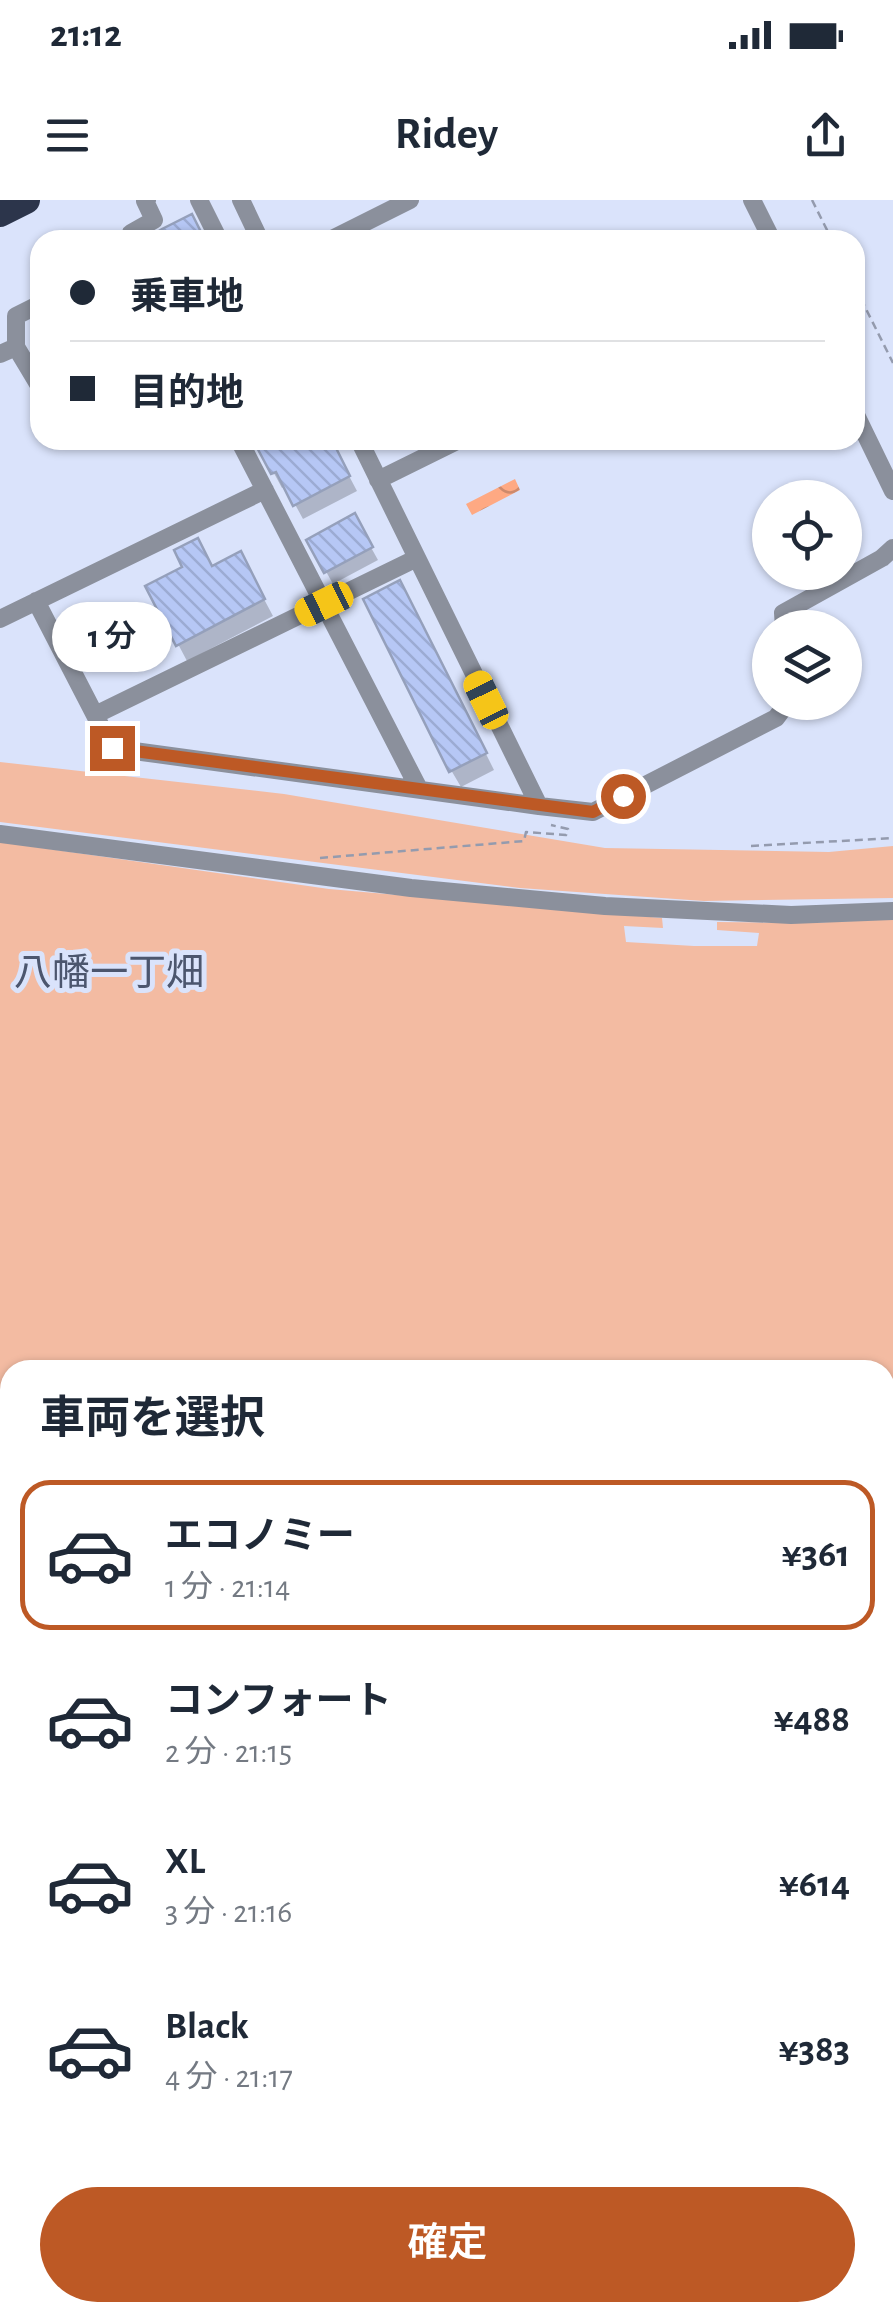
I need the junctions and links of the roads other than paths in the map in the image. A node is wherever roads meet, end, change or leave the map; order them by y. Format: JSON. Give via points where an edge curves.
{"nodes":[{"id":1,"x":26,"y":200,"type":"edge"},
{"id":2,"x":148,"y":200,"type":"edge"},
{"id":3,"x":198,"y":200,"type":"edge"},
{"id":4,"x":241,"y":200,"type":"edge"},
{"id":5,"x":410,"y":200,"type":"edge"},
{"id":6,"x":752,"y":200,"type":"edge"},
{"id":7,"x":0,"y":213,"type":"edge"},
{"id":8,"x":130,"y":230,"type":"edge"},
{"id":9,"x":214,"y":230,"type":"edge"},
{"id":10,"x":255,"y":230,"type":"edge"},
{"id":11,"x":350,"y":230,"type":"edge"},
{"id":12,"x":767,"y":230,"type":"edge"},
{"id":13,"x":30,"y":309,"type":"edge"},
{"id":14,"x":8,"y":351,"type":"edge"},
{"id":15,"x":30,"y":376,"type":"edge"},
{"id":16,"x":865,"y":434,"type":"edge"},
{"id":17,"x":244,"y":450,"type":"edge"},
{"id":18,"x":364,"y":450,"type":"edge"},
{"id":19,"x":439,"y":450,"type":"edge"},
{"id":20,"x":378,"y":480,"type":"junction"},
{"id":21,"x":264,"y":490,"type":"junction"},
{"id":22,"x":893,"y":491,"type":"edge"},
{"id":23,"x":893,"y":548,"type":"edge"},
{"id":24,"x":417,"y":558,"type":"junction"},
{"id":25,"x":36,"y":601,"type":"junction"},
{"id":26,"x":324,"y":604,"type":"junction"},
{"id":27,"x":789,"y":610,"type":"edge"},
{"id":28,"x":0,"y":619,"type":"edge"},
{"id":29,"x":95,"y":715,"type":"junction"},
{"id":30,"x":772,"y":720,"type":"edge"},
{"id":31,"x":420,"y":790,"type":"junction"},
{"id":32,"x":538,"y":806,"type":"junction"},
{"id":33,"x":0,"y":834,"type":"edge"},
{"id":34,"x":893,"y":911,"type":"edge"}],
"edges":[{"from":1,"to":7,"type":"highway"},
{"from":2,"to":8,"type":"street","via":[[154,220]]},
{"from":3,"to":9,"type":"street"},
{"from":4,"to":10,"type":"street"},
{"from":5,"to":11,"type":"street"},
{"from":6,"to":12,"type":"street"},
{"from":13,"to":14,"type":"street","via":[[16,316]]},
{"from":14,"to":15,"type":"street"},
{"from":16,"to":22,"type":"street"},
{"from":17,"to":21,"type":"street"},
{"from":18,"to":20,"type":"street"},
{"from":19,"to":20,"type":"street"},
{"from":20,"to":24,"type":"street"},
{"from":21,"to":25,"type":"street"},
{"from":21,"to":26,"type":"street"},
{"from":23,"to":27,"type":"street"},
{"from":24,"to":26,"type":"street"},
{"from":24,"to":32,"type":"street"},
{"from":25,"to":28,"type":"street"},
{"from":25,"to":29,"type":"street"},
{"from":26,"to":29,"type":"street"},
{"from":26,"to":31,"type":"street"},
{"from":29,"to":31,"type":"street","via":[[112,748]]},
{"from":30,"to":32,"type":"street","via":[[593,812]]},
{"from":31,"to":32,"type":"street"},
{"from":33,"to":34,"type":"street","via":[[411,888],[605,906],[791,915]]}]}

________________

EXERCISE REQUIREMENTS
Nothing but the records, copied exactly and stripped of pictures, should be returned.

EXPECTED ANSWER
I need the junctions and links of the roads other than paths in the map in the image. A node is wherever roads meet, end, change or leave the map; order them by y. Format: JSON. Give via points where an edge curves.
{"nodes":[{"id":1,"x":26,"y":200,"type":"edge"},
{"id":2,"x":148,"y":200,"type":"edge"},
{"id":3,"x":198,"y":200,"type":"edge"},
{"id":4,"x":241,"y":200,"type":"edge"},
{"id":5,"x":410,"y":200,"type":"edge"},
{"id":6,"x":752,"y":200,"type":"edge"},
{"id":7,"x":0,"y":213,"type":"edge"},
{"id":8,"x":130,"y":230,"type":"edge"},
{"id":9,"x":214,"y":230,"type":"edge"},
{"id":10,"x":255,"y":230,"type":"edge"},
{"id":11,"x":350,"y":230,"type":"edge"},
{"id":12,"x":767,"y":230,"type":"edge"},
{"id":13,"x":30,"y":309,"type":"edge"},
{"id":14,"x":8,"y":351,"type":"edge"},
{"id":15,"x":30,"y":376,"type":"edge"},
{"id":16,"x":865,"y":434,"type":"edge"},
{"id":17,"x":244,"y":450,"type":"edge"},
{"id":18,"x":364,"y":450,"type":"edge"},
{"id":19,"x":439,"y":450,"type":"edge"},
{"id":20,"x":378,"y":480,"type":"junction"},
{"id":21,"x":264,"y":490,"type":"junction"},
{"id":22,"x":893,"y":491,"type":"edge"},
{"id":23,"x":893,"y":548,"type":"edge"},
{"id":24,"x":417,"y":558,"type":"junction"},
{"id":25,"x":36,"y":601,"type":"junction"},
{"id":26,"x":324,"y":604,"type":"junction"},
{"id":27,"x":789,"y":610,"type":"edge"},
{"id":28,"x":0,"y":619,"type":"edge"},
{"id":29,"x":95,"y":715,"type":"junction"},
{"id":30,"x":772,"y":720,"type":"edge"},
{"id":31,"x":420,"y":790,"type":"junction"},
{"id":32,"x":538,"y":806,"type":"junction"},
{"id":33,"x":0,"y":834,"type":"edge"},
{"id":34,"x":893,"y":911,"type":"edge"}],
"edges":[{"from":1,"to":7,"type":"highway"},
{"from":2,"to":8,"type":"street","via":[[154,220]]},
{"from":3,"to":9,"type":"street"},
{"from":4,"to":10,"type":"street"},
{"from":5,"to":11,"type":"street"},
{"from":6,"to":12,"type":"street"},
{"from":13,"to":14,"type":"street","via":[[16,316]]},
{"from":14,"to":15,"type":"street"},
{"from":16,"to":22,"type":"street"},
{"from":17,"to":21,"type":"street"},
{"from":18,"to":20,"type":"street"},
{"from":19,"to":20,"type":"street"},
{"from":20,"to":24,"type":"street"},
{"from":21,"to":25,"type":"street"},
{"from":21,"to":26,"type":"street"},
{"from":23,"to":27,"type":"street"},
{"from":24,"to":26,"type":"street"},
{"from":24,"to":32,"type":"street"},
{"from":25,"to":28,"type":"street"},
{"from":25,"to":29,"type":"street"},
{"from":26,"to":29,"type":"street"},
{"from":26,"to":31,"type":"street"},
{"from":29,"to":31,"type":"street","via":[[112,748]]},
{"from":30,"to":32,"type":"street","via":[[593,812]]},
{"from":31,"to":32,"type":"street"},
{"from":33,"to":34,"type":"street","via":[[411,888],[605,906],[791,915]]}]}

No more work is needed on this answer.